By ELISE McKEOWN SKOLNICK
VINDICATOR CORRESPONDENT
YOUNGSTOWN — “Let’s go Irish! Let’s go Irish!”
Students, staff, parents and alumni of Ursuline High School packed the school’s gymnasium Thursday and chanted the mantra over and over. For more than an hour and a half, cheerleaders jumped, the band played, and members of the senior class performed skits.
It was all an effort to boost spirits for a momentous football game that marks 50 years since the first time Ursuline played rival Cardinal Mooney.
The teams first played each other in 1958 and began the tradition of passing back and forth a shillelagh, a club associated with Irish folklore.
Mooney has taken home the trophy for the past six years — as they did in 1958.
That first game was close at 8-6, though, said Dick DeBacco, a member of the 1958 Ursuline team and a 1959 graduate.
A senior that year, DeBacco didn’t have a chance to come back and beat Mooney. Now he’s counting on the 2008 team to do that.
“The 1958 team is here because we need to get even,” he said to wild cheers from the crowd. “So please don’t let us down.”
Members of that team have traveled from as far away as Florida, Tennessee, Maryland and Texas — racking up a combined total of 18,000 miles — to be present for this year’s game. They, and members of the 1958 cheerleading squad, received a standing ovation as they were introduced.
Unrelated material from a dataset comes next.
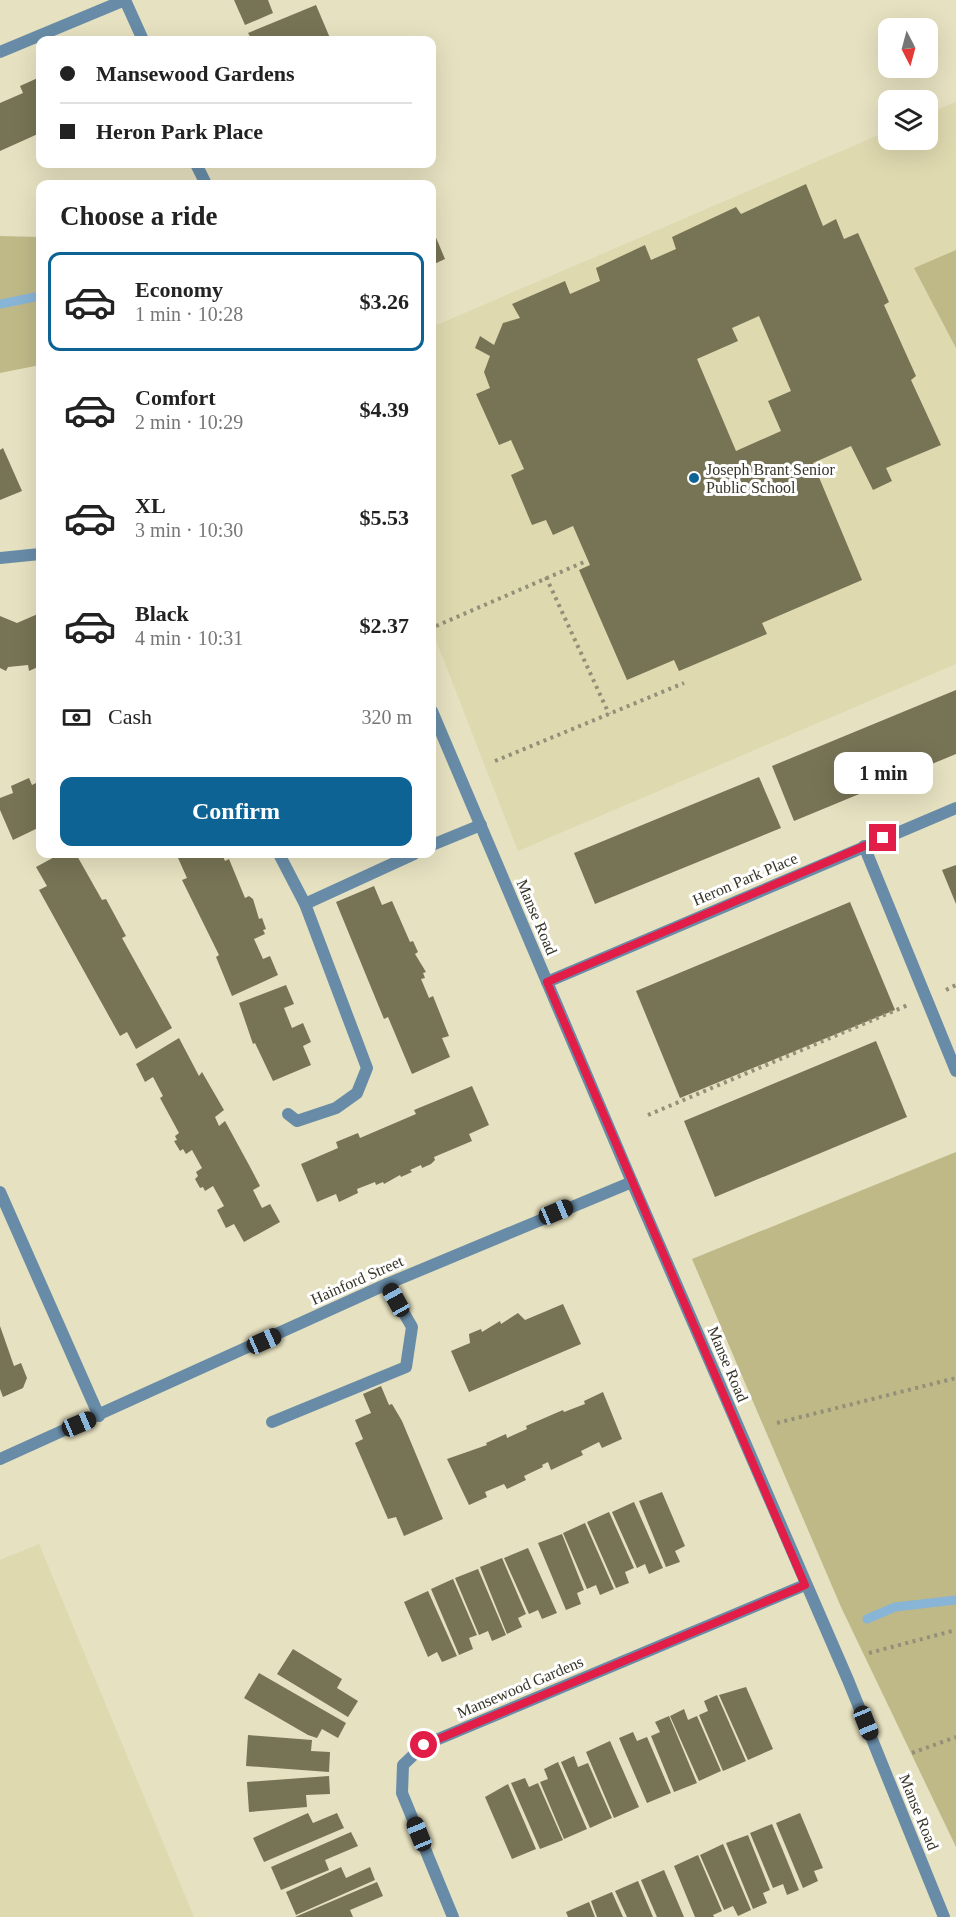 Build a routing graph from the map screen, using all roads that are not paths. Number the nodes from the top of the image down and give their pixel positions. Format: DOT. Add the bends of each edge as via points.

The shillelagh is Irish, noted Father Kenneth Miller, a pastor at Ursuline, and was donated to Ursuline by an Irish woman.
“‘It’s our shillelagh and we’re going to get it here,” he said. “And [Mooney] won’t see it for many years.”
The members of the 1958 team were his idols, said another Ursuline graduate, Ed O’Neill. Best known for his successful stint as Al Bundy on television’s “Married with Children,” O’Neill is a 1964 graduate and former football player.
He played on the last undefeated Ursuline team, O’Neill noted.
“Maybe this year you’re going to be undefeated, too,” he said.
Currently, the fighting Irish have a perfect 8–0 record.
“These rallies are great,” O’Neill concluded. “But I don’t think [the players] need to be pumped up too much. They know what to do.”